Go through the records below and show every line with the string "Meydanı".

(Saved data entries)
....
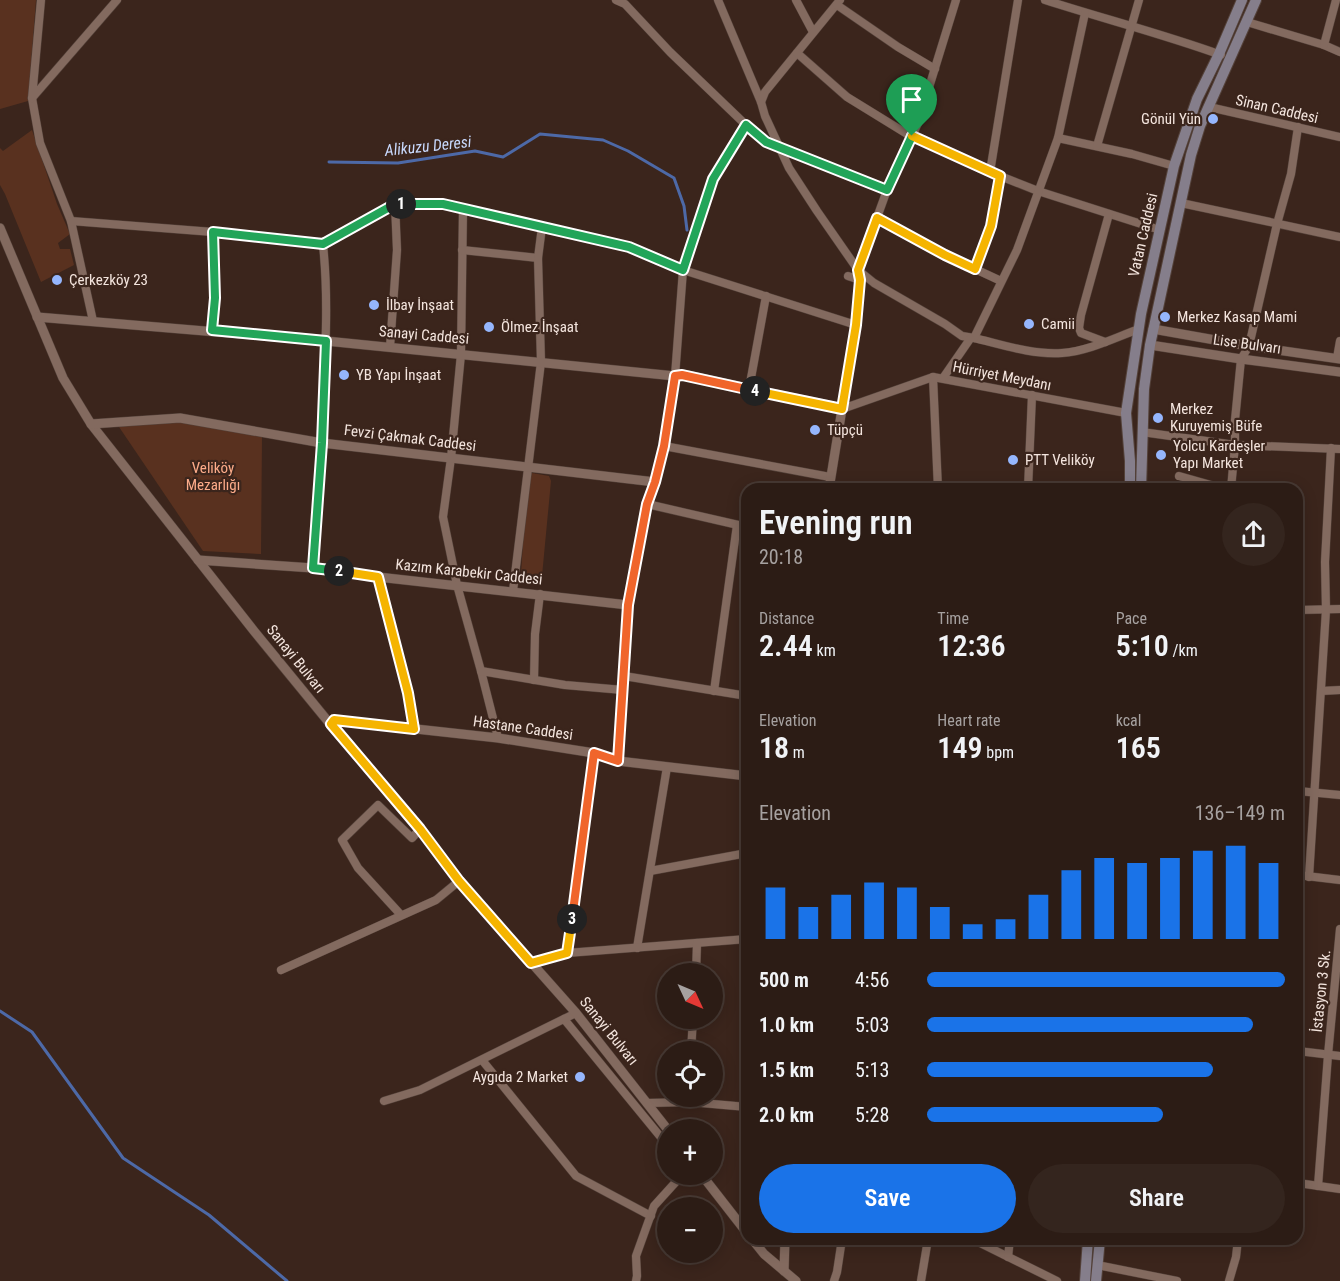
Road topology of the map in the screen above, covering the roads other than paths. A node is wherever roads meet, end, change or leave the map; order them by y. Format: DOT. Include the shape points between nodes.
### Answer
graph roads {
  1 [pos="41,0"];
  2 [pos="117,0"];
  3 [pos="616,0"];
  4 [pos="718,0"];
  5 [pos="796,0"];
  6 [pos="956,0"];
  7 [pos="1018,0"];
  8 [pos="1047,0"];
  9 [pos="1139,0"];
  10 [pos="1242,0"];
  11 [pos="1256,0"];
  12 [pos="1336,0"];
  13 [pos="627,2"];
  14 [pos="838,2"];
  15 [pos="1085,13"];
  16 [pos="1247,22"];
  17 [pos="1132,26"];
  18 [pos="813,32"];
  19 [pos="1324,45"];
  20 [pos="1340,52"];
  21 [pos="797,53"];
  22 [pos="1220,54"];
  23 [pos="1231,58"];
  24 [pos="935,69"];
  25 [pos="32,98"];
  26 [pos="761,102"];
  27 [pos="1209,107"];
  28 [pos="746,125"];
  29 [pos="1298,127"];
  30 [pos="912,136"];
  31 [pos="1340,137"];
  32 [pos="1058,138"];
  33 [pos="778,146"];
  34 [pos="1097,146"];
  35 [pos="1174,166"];
  36 [pos="990,172"];
  37 [pos="1000,176"];
  38 [pos="887,190"];
  39 [pos="1038,191"];
  40 [pos="1180,203"];
  41 [pos="395,204"];
  42 [pos="463,209"];
  43 [pos="1110,214"];
  44 [pos="877,218"];
  45 [pos="71,221"];
  46 [pos="1277,224"];
  47 [pos="542,227"];
  48 [pos="0,228"];
  49 [pos="1160,230"];
  50 [pos="213,232"];
  51 [pos="1340,237"];
  52 [pos="323,244"];
  53 [pos="462,250"];
  54 [pos="538,258"];
  55 [pos="975,269"];
  56 [pos="683,270"];
  57 [pos="858,270"];
  58 [pos="848,276"];
  59 [pos="860,280"];
  60 [pos="1001,282"];
  61 [pos="766,296"];
  62 [pos="37,316"];
  63 [pos="93,321"];
  64 [pos="856,325"];
  65 [pos="1139,328"];
  66 [pos="1153,329"];
  67 [pos="212,330"];
  68 [pos="972,338"];
  69 [pos="326,341"];
  70 [pos="1340,341"];
  71 [pos="1105,342"];
  72 [pos="1150,345"];
  73 [pos="1249,346"];
  74 [pos="390,347"];
  75 [pos="461,354"];
  76 [pos="1240,359"];
  77 [pos="1339,360"];
  78 [pos="541,362"];
  79 [pos="1338,372"];
  80 [pos="675,376"];
  81 [pos="933,377"];
  82 [pos="943,378"];
  83 [pos="748,389"];
  84 [pos="1032,395"];
  85 [pos="842,409"];
  86 [pos="1126,413"];
  87 [pos="91,424"];
  88 [pos="1142,432"];
  89 [pos="322,443"];
  90 [pos="1235,445"];
  91 [pos="664,446"];
  92 [pos="1336,449"];
  93 [pos="451,458"];
  94 [pos="528,467"];
  95 [pos="1179,476"];
  96 [pos="830,477"];
  97 [pos="655,482"];
  98 [pos="830,483"];
  99 [pos="938,483"];
  100 [pos="1028,483"];
  101 [pos="1130,483"];
  102 [pos="1142,483"];
  103 [pos="1204,483"];
  104 [pos="1232,483"];
  105 [pos="647,504"];
  106 [pos="737,525"];
  107 [pos="741,526"];
  108 [pos="198,560"];
  109 [pos="313,568"];
  110 [pos="378,577"];
  111 [pos="457,585"];
  112 [pos="513,591"];
  113 [pos="540,594"];
  114 [pos="628,605"];
  115 [pos="1326,609"];
  116 [pos="1340,609"];
  117 [pos="1303,610"];
  118 [pos="481,671"];
  119 [pos="624,676"];
  120 [pos="534,680"];
  121 [pos="623,690"];
  122 [pos="1340,690"];
  123 [pos="714,691"];
  124 [pos="1321,691"];
  125 [pos="741,695"];
  126 [pos="331,724"];
  127 [pos="414,729"];
  128 [pos="498,738"];
  129 [pos="594,753"];
  130 [pos="618,761"];
  131 [pos="668,767"];
  132 [pos="741,775"];
  133 [pos="1303,791"];
  134 [pos="1316,792"];
  135 [pos="1340,795"];
  136 [pos="393,798"];
  137 [pos="382,809"];
  138 [pos="420,829"];
  139 [pos="741,854"];
  140 [pos="650,871"];
  141 [pos="1303,876"];
  142 [pos="1309,877"];
  143 [pos="1340,880"];
  144 [pos="459,881"];
  145 [pos="401,915"];
  146 [pos="1340,929"];
  147 [pos="741,939"];
  148 [pos="698,943"];
  149 [pos="637,948"];
  150 [pos="567,953"];
  151 [pos="531,963"];
  152 [pos="697,963"];
  153 [pos="281,970"];
  154 [pos="576,1013"];
  155 [pos="564,1019"];
  156 [pos="1303,1052"];
  157 [pos="1328,1054"];
  158 [pos="1340,1056"];
  159 [pos="482,1060"];
  160 [pos="384,1101"];
  161 [pos="657,1103"];
  162 [pos="647,1104"];
  163 [pos="723,1104"];
  164 [pos="741,1106"];
  165 [pos="659,1119"];
  166 [pos="657,1133"];
  167 [pos="1303,1184"];
  168 [pos="672,1185"];
  169 [pos="710,1185"];
  170 [pos="1318,1185"];
  171 [pos="1340,1189"];
  172 [pos="651,1216"];
  173 [pos="741,1225"];
  174 [pos="757,1245"];
  175 [pos="785,1245"];
  176 [pos="841,1245"];
  177 [pos="927,1245"];
  178 [pos="984,1245"];
  179 [pos="1009,1245"];
  180 [pos="1088,1245"];
  181 [pos="1099,1245"];
  182 [pos="1237,1245"];
  183 [pos="1008,1257"];
  184 [pos="1097,1265"];
  185 [pos="784,1271"];
  186 [pos="636,1281"];
  187 [pos="796,1281"];
  188 [pos="834,1281"];
  189 [pos="921,1281"];
  190 [pos="1057,1281"];
  191 [pos="1085,1281"];
  192 [pos="1096,1281"];
  193 [pos="1177,1281"];
  194 [pos="1229,1281"];
  1 -- 25 [label="street"];
  2 -- 25 [label="street"];
  3 -- 13 [label="street"];
  4 -- 26 [label="street"];
  5 -- 18 [label="street"];
  6 -- 24 [label="street"];
  7 -- 36 [label="street"];
  8 -- 15 [label="street"];
  9 -- 17 [label="street"];
  10 -- 22 [label="main road, Vatan Caddesi"];
  11 -- 16 [label="main road, Vatan Caddesi"];
  12 -- 19 [label="street"];
  13 -- 28 [label="street" via="669,52"];
  14 -- 18 [label="street"];
  14 -- 24 [label="street"];
  15 -- 17 [label="street"];
  15 -- 32 [label="street"];
  16 -- 19 [label="street"];
  16 -- 23 [label="main road, Vatan Caddesi"];
  17 -- 22 [label="street"];
  17 -- 34 [label="street"];
  18 -- 21 [label="street"];
  19 -- 20 [label="street"];
  21 -- 26 [label="street"];
  21 -- 30 [label="street" via="847,97"];
  22 -- 23 [label="street"];
  22 -- 35 [label="main road, Vatan Caddesi" via="1197,99"];
  23 -- 27 [label="main road, Vatan Caddesi"];
  24 -- 30 [label="street"];
  25 -- 45 [label="street" via="40,142"];
  26 -- 33 [label="street"];
  27 -- 29 [label="street, Sinan Caddesi"];
  27 -- 40 [label="main road, Vatan Caddesi" via="1191,155"];
  28 -- 33 [label="street" via="766,142"];
  28 -- 56 [label="street" via="713,179"];
  29 -- 31 [label="street, Sinan Caddesi"];
  29 -- 46 [label="street" via="1292,174"];
  30 -- 36 [label="street"];
  30 -- 38 [label="street"];
  32 -- 34 [label="street"];
  32 -- 39 [label="street"];
  33 -- 38 [label="street"];
  33 -- 57 [label="street"];
  34 -- 35 [label="street"];
  35 -- 49 [label="main road, Vatan Caddesi"];
  36 -- 37 [label="street"];
  37 -- 39 [label="street"];
  37 -- 55 [label="street" via="991,226"];
  38 -- 44 [label="street"];
  39 -- 43 [label="street"];
  39 -- 60 [label="street"];
  40 -- 46 [label="street"];
  40 -- 66 [label="main road, Vatan Caddesi"];
  41 -- 42 [label="street" via="443,204"];
  41 -- 52 [label="street"];
  41 -- 74 [label="street" via="397,250"];
  42 -- 47 [label="street"];
  42 -- 53 [label="street"];
  43 -- 49 [label="street"];
  43 -- 71 [label="street" via="1079,328 1081,333"];
  44 -- 55 [label="street"];
  44 -- 57 [label="street"];
  45 -- 50 [label="street"];
  45 -- 63 [label="street"];
  46 -- 51 [label="street"];
  46 -- 73 [label="street"];
  47 -- 54 [label="street"];
  47 -- 56 [label="street" via="629,247"];
  48 -- 62 [label="street, Sanayi Bulvarı"];
  49 -- 65 [label="main road, Vatan Caddesi"];
  50 -- 52 [label="street"];
  50 -- 67 [label="street"];
  52 -- 69 [label="street" via="327,275"];
  53 -- 54 [label="street"];
  53 -- 75 [label="street"];
  54 -- 78 [label="street"];
  55 -- 60 [label="street"];
  56 -- 61 [label="street"];
  56 -- 80 [label="street"];
  57 -- 59 [label="street"];
  57 -- 68 [label="street" via="962,336"];
  58 -- 59 [label="street"];
  59 -- 64 [label="street"];
  60 -- 68 [label="street"];
  61 -- 64 [label="street"];
  61 -- 83 [label="street"];
  62 -- 63 [label="street, Sanayi Caddesi"];
  62 -- 87 [label="street, Sanayi Bulvarı" via="63,378"];
  63 -- 67 [label="street, Sanayi Caddesi"];
  64 -- 85 [label="street"];
  65 -- 71 [label="street"];
  65 -- 86 [label="main road, Vatan Caddesi"];
  66 -- 72 [label="main road, Vatan Caddesi"];
  66 -- 73 [label="street, Lise Bulvarı"];
  67 -- 69 [label="street, Sanayi Caddesi"];
  68 -- 71 [label="street" via="1037,352 1063,353"];
  68 -- 82 [label="street"];
  69 -- 74 [label="street, Sanayi Caddesi"];
  69 -- 89 [label="street"];
  70 -- 77 [label="street"];
  72 -- 76 [label="street, Lise Bulvarı"];
  72 -- 88 [label="main road, Vatan Caddesi"];
  73 -- 76 [label="street"];
  73 -- 77 [label="street, Lise Bulvarı"];
  74 -- 75 [label="street, Sanayi Caddesi"];
  75 -- 78 [label="street, Sanayi Caddesi"];
  75 -- 93 [label="street"];
  76 -- 79 [label="street, Lise Bulvarı"];
  76 -- 90 [label="street"];
  77 -- 79 [label="street"];
  78 -- 80 [label="street, Sanayi Caddesi"];
  78 -- 94 [label="street"];
  80 -- 83 [label="street, Sanayi Caddesi"];
  80 -- 91 [label="street"];
  81 -- 82 [label="street, Hürriyet Meydanı"];
  81 -- 85 [label="street, Hürriyet Meydanı"];
  81 -- 99 [label="street"];
  82 -- 84 [label="street, Hürriyet Meydanı"];
  83 -- 85 [label="street, Sanayi Caddesi"];
  84 -- 86 [label="street, Hürriyet Meydanı"];
  84 -- 100 [label="street"];
  85 -- 96 [label="street"];
  86 -- 101 [label="main road, Vatan Caddesi"];
  87 -- 89 [label="street, Fevzi Çakmak Caddesi" via="180,418"];
  87 -- 108 [label="street, Sanayi Bulvarı"];
  88 -- 90 [label="street"];
  88 -- 102 [label="main road, Vatan Caddesi"];
  89 -- 93 [label="street, Fevzi Çakmak Caddesi"];
  89 -- 109 [label="street"];
  90 -- 92 [label="street"];
  90 -- 104 [label="street"];
  91 -- 96 [label="street"];
  91 -- 97 [label="street"];
  92 -- 115 [label="street" via="1324,561"];
  93 -- 94 [label="street, Fevzi Çakmak Caddesi"];
  93 -- 111 [label="street" via="443,517"];
  94 -- 97 [label="street, Fevzi Çakmak Caddesi"];
  94 -- 112 [label="street"];
  95 -- 103 [label="street"];
  96 -- 98 [label="street"];
  97 -- 105 [label="street"];
  105 -- 106 [label="street"];
  105 -- 114 [label="street"];
  106 -- 107 [label="street"];
  106 -- 123 [label="street"];
  108 -- 109 [label="street, Kazım Karabekir Caddesi"];
  108 -- 126 [label="street, Sanayi Bulvarı"];
  109 -- 110 [label="street, Kazım Karabekir Caddesi"];
  110 -- 111 [label="street, Kazım Karabekir Caddesi"];
  110 -- 127 [label="street"];
  111 -- 112 [label="street, Kazım Karabekir Caddesi"];
  111 -- 118 [label="street"];
  112 -- 113 [label="street, Kazım Karabekir Caddesi"];
  113 -- 114 [label="street, Kazım Karabekir Caddesi"];
  113 -- 120 [label="street"];
  114 -- 119 [label="street"];
  115 -- 116 [label="street"];
  115 -- 117 [label="street"];
  115 -- 124 [label="street"];
  118 -- 120 [label="street"];
  118 -- 128 [label="street"];
  119 -- 121 [label="street"];
  119 -- 123 [label="street"];
  120 -- 121 [label="street"];
  121 -- 130 [label="street"];
  122 -- 124 [label="street"];
  123 -- 125 [label="street"];
  124 -- 134 [label="street"];
  126 -- 127 [label="street, Hastane Caddesi" via="334,720"];
  126 -- 136 [label="street, Sanayi Bulvarı"];
  127 -- 128 [label="street, Hastane Caddesi"];
  128 -- 129 [label="street, Hastane Caddesi"];
  129 -- 130 [label="street, Hastane Caddesi"];
  129 -- 150 [label="street"];
  130 -- 131 [label="street, Hastane Caddesi"];
  131 -- 132 [label="street, Hastane Caddesi"];
  131 -- 140 [label="street"];
  133 -- 134 [label="street"];
  134 -- 135 [label="street"];
  134 -- 142 [label="street"];
  136 -- 137 [label="street"];
  136 -- 138 [label="street, Sanayi Bulvarı"];
  137 -- 138 [label="street" via="412,838"];
  137 -- 145 [label="street" via="378,805 342,840 358,868"];
  138 -- 144 [label="street, Sanayi Bulvarı"];
  139 -- 140 [label="street"];
  140 -- 149 [label="street"];
  141 -- 142 [label="street"];
  142 -- 143 [label="street"];
  144 -- 145 [label="street" via="436,900"];
  144 -- 151 [label="street, Sanayi Bulvarı"];
  145 -- 153 [label="street"];
  146 -- 157 [label="street, İstasyon 3 Sk."];
  147 -- 148 [label="street"];
  148 -- 149 [label="street"];
  148 -- 152 [label="street"];
  149 -- 150 [label="street"];
  150 -- 151 [label="street"];
  151 -- 154 [label="street, Sanayi Bulvarı"];
  154 -- 155 [label="street"];
  154 -- 162 [label="street, Sanayi Bulvarı"];
  155 -- 159 [label="street"];
  155 -- 166 [label="street"];
  156 -- 157 [label="street"];
  157 -- 158 [label="street"];
  157 -- 170 [label="street, İstasyon 3 Sk."];
  159 -- 160 [label="street" via="420,1090"];
  159 -- 172 [label="street" via="576,1176"];
  161 -- 162 [label="street"];
  162 -- 165 [label="street, Sanayi Bulvarı"];
  163 -- 164 [label="street"];
  167 -- 170 [label="street"];
  168 -- 172 [label="street" via="654,1206"];
  169 -- 173 [label="street"];
  170 -- 171 [label="street"];
  172 -- 186 [label="street" via="636,1256"];
  174 -- 185 [label="street"];
  175 -- 185 [label="street"];
  176 -- 188 [label="street"];
  177 -- 189 [label="street"];
  178 -- 183 [label="street"];
  179 -- 183 [label="street"];
  180 -- 191 [label="main road"];
  181 -- 184 [label="main road"];
  182 -- 194 [label="street"];
  183 -- 190 [label="street"];
  184 -- 192 [label="main road"];
  184 -- 193 [label="street"];
  185 -- 187 [label="street"];
}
....
§ **Answer to the problem**
  81 -- 82 [label="street, Hürriyet Meydanı"];
  81 -- 85 [label="street, Hürriyet Meydanı"];
  82 -- 84 [label="street, Hürriyet Meydanı"];
  84 -- 86 [label="street, Hürriyet Meydanı"];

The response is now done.